**Aim of the exercise**
The records that follow are to be given again exactly. Do not carry over any image.

**Collected data entries**
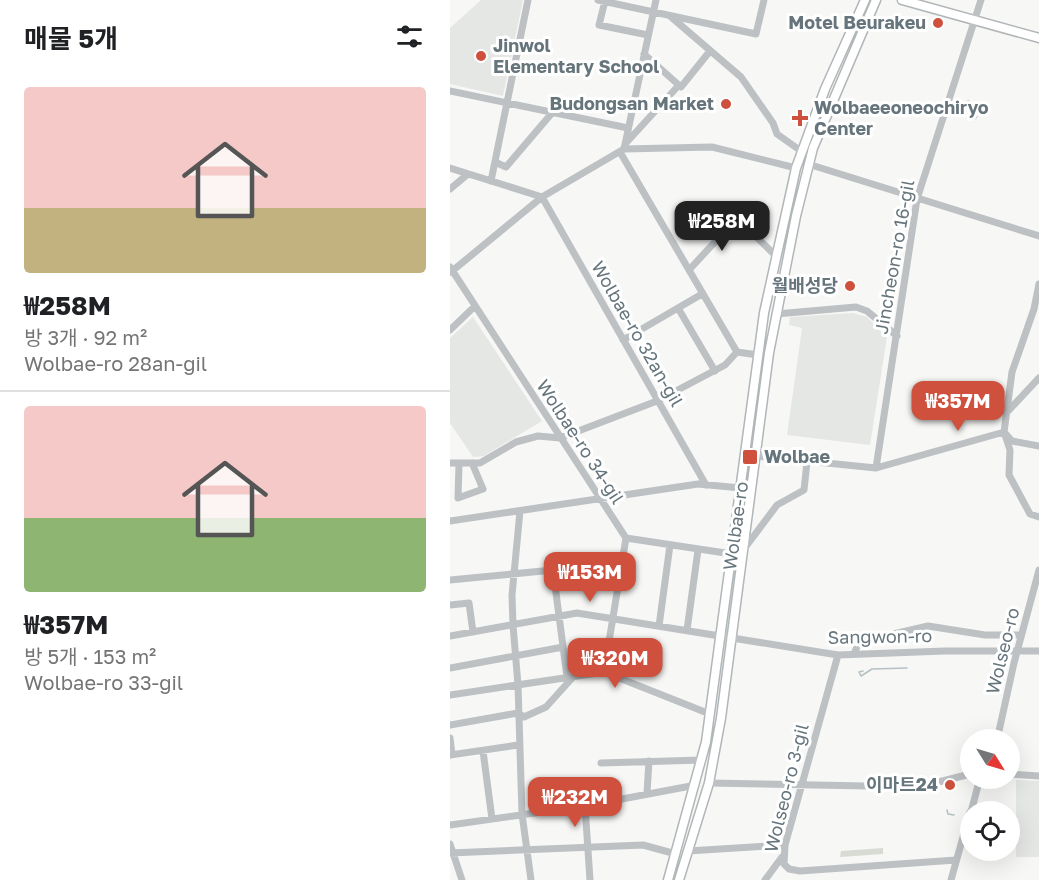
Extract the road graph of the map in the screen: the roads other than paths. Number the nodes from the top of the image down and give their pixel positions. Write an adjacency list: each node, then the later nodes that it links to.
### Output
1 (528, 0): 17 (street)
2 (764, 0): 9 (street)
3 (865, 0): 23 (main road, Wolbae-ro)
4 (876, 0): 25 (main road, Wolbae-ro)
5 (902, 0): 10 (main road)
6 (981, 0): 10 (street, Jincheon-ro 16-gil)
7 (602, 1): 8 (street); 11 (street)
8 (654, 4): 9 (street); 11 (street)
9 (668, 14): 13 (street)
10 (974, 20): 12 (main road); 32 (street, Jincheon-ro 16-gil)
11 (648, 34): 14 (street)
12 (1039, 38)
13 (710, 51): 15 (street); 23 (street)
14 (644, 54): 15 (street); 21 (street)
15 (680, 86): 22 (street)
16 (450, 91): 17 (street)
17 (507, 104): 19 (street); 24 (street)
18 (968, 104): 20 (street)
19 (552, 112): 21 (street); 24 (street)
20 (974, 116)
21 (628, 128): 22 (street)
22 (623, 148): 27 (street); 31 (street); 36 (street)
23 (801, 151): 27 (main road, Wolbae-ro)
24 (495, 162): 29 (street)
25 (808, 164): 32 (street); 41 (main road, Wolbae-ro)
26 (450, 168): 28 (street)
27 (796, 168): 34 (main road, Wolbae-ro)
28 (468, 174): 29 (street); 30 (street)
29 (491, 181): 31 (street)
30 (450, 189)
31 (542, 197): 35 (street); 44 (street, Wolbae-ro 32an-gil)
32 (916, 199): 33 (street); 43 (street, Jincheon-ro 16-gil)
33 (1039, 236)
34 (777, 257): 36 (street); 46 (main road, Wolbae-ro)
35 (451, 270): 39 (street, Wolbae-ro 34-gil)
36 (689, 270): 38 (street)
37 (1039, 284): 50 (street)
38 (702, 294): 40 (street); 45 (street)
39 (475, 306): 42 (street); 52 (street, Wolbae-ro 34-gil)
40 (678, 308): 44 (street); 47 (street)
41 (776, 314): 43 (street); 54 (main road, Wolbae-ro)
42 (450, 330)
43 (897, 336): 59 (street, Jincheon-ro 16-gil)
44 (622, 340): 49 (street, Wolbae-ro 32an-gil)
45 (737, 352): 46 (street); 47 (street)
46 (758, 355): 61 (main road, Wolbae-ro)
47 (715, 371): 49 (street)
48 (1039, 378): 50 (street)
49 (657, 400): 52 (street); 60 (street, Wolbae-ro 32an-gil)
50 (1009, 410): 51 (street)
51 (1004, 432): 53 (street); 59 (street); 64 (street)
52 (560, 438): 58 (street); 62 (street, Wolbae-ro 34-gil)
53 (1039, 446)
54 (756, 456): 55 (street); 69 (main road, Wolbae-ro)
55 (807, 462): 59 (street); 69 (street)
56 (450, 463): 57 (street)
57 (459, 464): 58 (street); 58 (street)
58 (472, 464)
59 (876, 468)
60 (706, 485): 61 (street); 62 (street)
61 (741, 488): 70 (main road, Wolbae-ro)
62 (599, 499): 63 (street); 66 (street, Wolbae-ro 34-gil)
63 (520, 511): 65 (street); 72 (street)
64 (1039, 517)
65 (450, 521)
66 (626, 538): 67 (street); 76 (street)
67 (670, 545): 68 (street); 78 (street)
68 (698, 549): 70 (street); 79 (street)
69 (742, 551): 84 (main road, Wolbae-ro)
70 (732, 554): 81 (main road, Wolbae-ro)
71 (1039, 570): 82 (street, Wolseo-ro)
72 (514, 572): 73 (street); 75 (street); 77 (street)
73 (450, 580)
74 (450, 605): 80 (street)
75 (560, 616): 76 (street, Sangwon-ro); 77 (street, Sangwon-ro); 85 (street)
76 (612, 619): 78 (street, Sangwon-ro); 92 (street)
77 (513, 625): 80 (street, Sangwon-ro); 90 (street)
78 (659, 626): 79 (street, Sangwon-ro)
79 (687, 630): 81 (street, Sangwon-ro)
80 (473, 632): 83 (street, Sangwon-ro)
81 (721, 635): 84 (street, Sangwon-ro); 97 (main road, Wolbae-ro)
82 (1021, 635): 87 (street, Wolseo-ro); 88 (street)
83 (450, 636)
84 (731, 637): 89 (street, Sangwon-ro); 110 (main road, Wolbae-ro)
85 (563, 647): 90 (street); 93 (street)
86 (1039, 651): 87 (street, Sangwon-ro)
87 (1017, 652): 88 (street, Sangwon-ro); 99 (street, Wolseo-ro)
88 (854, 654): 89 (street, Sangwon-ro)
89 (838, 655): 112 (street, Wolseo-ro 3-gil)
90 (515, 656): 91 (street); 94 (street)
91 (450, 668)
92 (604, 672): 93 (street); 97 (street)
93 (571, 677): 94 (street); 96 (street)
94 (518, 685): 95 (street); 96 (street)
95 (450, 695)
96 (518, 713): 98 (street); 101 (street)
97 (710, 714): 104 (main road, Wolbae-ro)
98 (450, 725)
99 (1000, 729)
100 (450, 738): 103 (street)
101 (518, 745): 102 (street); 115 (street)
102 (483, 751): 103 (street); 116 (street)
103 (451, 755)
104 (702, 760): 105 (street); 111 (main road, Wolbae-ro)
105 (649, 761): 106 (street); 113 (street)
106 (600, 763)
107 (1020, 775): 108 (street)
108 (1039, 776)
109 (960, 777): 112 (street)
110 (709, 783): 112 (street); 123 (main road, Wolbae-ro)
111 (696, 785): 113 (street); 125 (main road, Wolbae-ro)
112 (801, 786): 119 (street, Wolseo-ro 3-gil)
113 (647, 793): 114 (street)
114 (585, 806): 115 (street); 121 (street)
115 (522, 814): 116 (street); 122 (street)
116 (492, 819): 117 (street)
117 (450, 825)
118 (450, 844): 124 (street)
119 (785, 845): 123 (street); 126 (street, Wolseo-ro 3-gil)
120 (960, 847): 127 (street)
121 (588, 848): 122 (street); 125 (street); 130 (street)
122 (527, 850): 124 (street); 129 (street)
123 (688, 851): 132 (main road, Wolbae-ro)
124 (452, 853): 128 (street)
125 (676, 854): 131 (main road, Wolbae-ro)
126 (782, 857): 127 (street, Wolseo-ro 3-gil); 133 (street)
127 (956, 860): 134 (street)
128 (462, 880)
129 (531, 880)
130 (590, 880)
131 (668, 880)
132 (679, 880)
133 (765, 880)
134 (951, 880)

**Answer area**
Extract the road graph of the map in the screen: the roads other than paths. Number the nodes from the top of the image down and give their pixel positions. Write an adjacency list: each node, then the later nodes that it links to.
### Output
1 (528, 0): 17 (street)
2 (764, 0): 9 (street)
3 (865, 0): 23 (main road, Wolbae-ro)
4 (876, 0): 25 (main road, Wolbae-ro)
5 (902, 0): 10 (main road)
6 (981, 0): 10 (street, Jincheon-ro 16-gil)
7 (602, 1): 8 (street); 11 (street)
8 (654, 4): 9 (street); 11 (street)
9 (668, 14): 13 (street)
10 (974, 20): 12 (main road); 32 (street, Jincheon-ro 16-gil)
11 (648, 34): 14 (street)
12 (1039, 38)
13 (710, 51): 15 (street); 23 (street)
14 (644, 54): 15 (street); 21 (street)
15 (680, 86): 22 (street)
16 (450, 91): 17 (street)
17 (507, 104): 19 (street); 24 (street)
18 (968, 104): 20 (street)
19 (552, 112): 21 (street); 24 (street)
20 (974, 116)
21 (628, 128): 22 (street)
22 (623, 148): 27 (street); 31 (street); 36 (street)
23 (801, 151): 27 (main road, Wolbae-ro)
24 (495, 162): 29 (street)
25 (808, 164): 32 (street); 41 (main road, Wolbae-ro)
26 (450, 168): 28 (street)
27 (796, 168): 34 (main road, Wolbae-ro)
28 (468, 174): 29 (street); 30 (street)
29 (491, 181): 31 (street)
30 (450, 189)
31 (542, 197): 35 (street); 44 (street, Wolbae-ro 32an-gil)
32 (916, 199): 33 (street); 43 (street, Jincheon-ro 16-gil)
33 (1039, 236)
34 (777, 257): 36 (street); 46 (main road, Wolbae-ro)
35 (451, 270): 39 (street, Wolbae-ro 34-gil)
36 (689, 270): 38 (street)
37 (1039, 284): 50 (street)
38 (702, 294): 40 (street); 45 (street)
39 (475, 306): 42 (street); 52 (street, Wolbae-ro 34-gil)
40 (678, 308): 44 (street); 47 (street)
41 (776, 314): 43 (street); 54 (main road, Wolbae-ro)
42 (450, 330)
43 (897, 336): 59 (street, Jincheon-ro 16-gil)
44 (622, 340): 49 (street, Wolbae-ro 32an-gil)
45 (737, 352): 46 (street); 47 (street)
46 (758, 355): 61 (main road, Wolbae-ro)
47 (715, 371): 49 (street)
48 (1039, 378): 50 (street)
49 (657, 400): 52 (street); 60 (street, Wolbae-ro 32an-gil)
50 (1009, 410): 51 (street)
51 (1004, 432): 53 (street); 59 (street); 64 (street)
52 (560, 438): 58 (street); 62 (street, Wolbae-ro 34-gil)
53 (1039, 446)
54 (756, 456): 55 (street); 69 (main road, Wolbae-ro)
55 (807, 462): 59 (street); 69 (street)
56 (450, 463): 57 (street)
57 (459, 464): 58 (street); 58 (street)
58 (472, 464)
59 (876, 468)
60 (706, 485): 61 (street); 62 (street)
61 (741, 488): 70 (main road, Wolbae-ro)
62 (599, 499): 63 (street); 66 (street, Wolbae-ro 34-gil)
63 (520, 511): 65 (street); 72 (street)
64 (1039, 517)
65 (450, 521)
66 (626, 538): 67 (street); 76 (street)
67 (670, 545): 68 (street); 78 (street)
68 (698, 549): 70 (street); 79 (street)
69 (742, 551): 84 (main road, Wolbae-ro)
70 (732, 554): 81 (main road, Wolbae-ro)
71 (1039, 570): 82 (street, Wolseo-ro)
72 (514, 572): 73 (street); 75 (street); 77 (street)
73 (450, 580)
74 (450, 605): 80 (street)
75 (560, 616): 76 (street, Sangwon-ro); 77 (street, Sangwon-ro); 85 (street)
76 (612, 619): 78 (street, Sangwon-ro); 92 (street)
77 (513, 625): 80 (street, Sangwon-ro); 90 (street)
78 (659, 626): 79 (street, Sangwon-ro)
79 (687, 630): 81 (street, Sangwon-ro)
80 (473, 632): 83 (street, Sangwon-ro)
81 (721, 635): 84 (street, Sangwon-ro); 97 (main road, Wolbae-ro)
82 (1021, 635): 87 (street, Wolseo-ro); 88 (street)
83 (450, 636)
84 (731, 637): 89 (street, Sangwon-ro); 110 (main road, Wolbae-ro)
85 (563, 647): 90 (street); 93 (street)
86 (1039, 651): 87 (street, Sangwon-ro)
87 (1017, 652): 88 (street, Sangwon-ro); 99 (street, Wolseo-ro)
88 (854, 654): 89 (street, Sangwon-ro)
89 (838, 655): 112 (street, Wolseo-ro 3-gil)
90 (515, 656): 91 (street); 94 (street)
91 (450, 668)
92 (604, 672): 93 (street); 97 (street)
93 (571, 677): 94 (street); 96 (street)
94 (518, 685): 95 (street); 96 (street)
95 (450, 695)
96 (518, 713): 98 (street); 101 (street)
97 (710, 714): 104 (main road, Wolbae-ro)
98 (450, 725)
99 (1000, 729)
100 (450, 738): 103 (street)
101 (518, 745): 102 (street); 115 (street)
102 (483, 751): 103 (street); 116 (street)
103 (451, 755)
104 (702, 760): 105 (street); 111 (main road, Wolbae-ro)
105 (649, 761): 106 (street); 113 (street)
106 (600, 763)
107 (1020, 775): 108 (street)
108 (1039, 776)
109 (960, 777): 112 (street)
110 (709, 783): 112 (street); 123 (main road, Wolbae-ro)
111 (696, 785): 113 (street); 125 (main road, Wolbae-ro)
112 (801, 786): 119 (street, Wolseo-ro 3-gil)
113 (647, 793): 114 (street)
114 (585, 806): 115 (street); 121 (street)
115 (522, 814): 116 (street); 122 (street)
116 (492, 819): 117 (street)
117 (450, 825)
118 (450, 844): 124 (street)
119 (785, 845): 123 (street); 126 (street, Wolseo-ro 3-gil)
120 (960, 847): 127 (street)
121 (588, 848): 122 (street); 125 (street); 130 (street)
122 (527, 850): 124 (street); 129 (street)
123 (688, 851): 132 (main road, Wolbae-ro)
124 (452, 853): 128 (street)
125 (676, 854): 131 (main road, Wolbae-ro)
126 (782, 857): 127 (street, Wolseo-ro 3-gil); 133 (street)
127 (956, 860): 134 (street)
128 (462, 880)
129 (531, 880)
130 (590, 880)
131 (668, 880)
132 (679, 880)
133 (765, 880)
134 (951, 880)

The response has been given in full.